(Collected data entries)
══════════════════════════════

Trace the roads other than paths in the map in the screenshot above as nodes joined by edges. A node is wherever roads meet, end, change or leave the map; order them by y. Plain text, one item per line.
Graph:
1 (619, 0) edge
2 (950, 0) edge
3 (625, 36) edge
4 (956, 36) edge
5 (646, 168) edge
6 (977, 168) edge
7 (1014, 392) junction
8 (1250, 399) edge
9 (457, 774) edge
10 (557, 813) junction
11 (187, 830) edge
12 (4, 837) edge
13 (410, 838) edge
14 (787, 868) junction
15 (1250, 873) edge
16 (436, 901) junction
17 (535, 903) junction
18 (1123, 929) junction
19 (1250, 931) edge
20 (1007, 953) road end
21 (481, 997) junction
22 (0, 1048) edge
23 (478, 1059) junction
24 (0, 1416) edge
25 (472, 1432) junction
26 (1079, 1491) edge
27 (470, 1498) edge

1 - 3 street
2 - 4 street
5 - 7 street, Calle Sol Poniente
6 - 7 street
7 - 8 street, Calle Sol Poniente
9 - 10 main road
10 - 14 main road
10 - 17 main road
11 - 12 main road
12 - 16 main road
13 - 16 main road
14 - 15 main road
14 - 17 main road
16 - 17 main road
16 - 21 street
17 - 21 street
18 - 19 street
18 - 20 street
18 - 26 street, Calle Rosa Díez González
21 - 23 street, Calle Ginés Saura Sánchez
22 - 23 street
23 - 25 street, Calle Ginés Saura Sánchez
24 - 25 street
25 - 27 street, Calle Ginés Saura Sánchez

══════════════════════════════

§ **Exercise**
Repeat the data above, word for word.

§ **Finished task**
Trace the roads other than paths in the map in the screenshot above as nodes joined by edges. A node is wherever roads meet, end, change or leave the map; order them by y. Plain text, one item per line.
Graph:
1 (619, 0) edge
2 (950, 0) edge
3 (625, 36) edge
4 (956, 36) edge
5 (646, 168) edge
6 (977, 168) edge
7 (1014, 392) junction
8 (1250, 399) edge
9 (457, 774) edge
10 (557, 813) junction
11 (187, 830) edge
12 (4, 837) edge
13 (410, 838) edge
14 (787, 868) junction
15 (1250, 873) edge
16 (436, 901) junction
17 (535, 903) junction
18 (1123, 929) junction
19 (1250, 931) edge
20 (1007, 953) road end
21 (481, 997) junction
22 (0, 1048) edge
23 (478, 1059) junction
24 (0, 1416) edge
25 (472, 1432) junction
26 (1079, 1491) edge
27 (470, 1498) edge

1 - 3 street
2 - 4 street
5 - 7 street, Calle Sol Poniente
6 - 7 street
7 - 8 street, Calle Sol Poniente
9 - 10 main road
10 - 14 main road
10 - 17 main road
11 - 12 main road
12 - 16 main road
13 - 16 main road
14 - 15 main road
14 - 17 main road
16 - 17 main road
16 - 21 street
17 - 21 street
18 - 19 street
18 - 20 street
18 - 26 street, Calle Rosa Díez González
21 - 23 street, Calle Ginés Saura Sánchez
22 - 23 street
23 - 25 street, Calle Ginés Saura Sánchez
24 - 25 street
25 - 27 street, Calle Ginés Saura Sánchez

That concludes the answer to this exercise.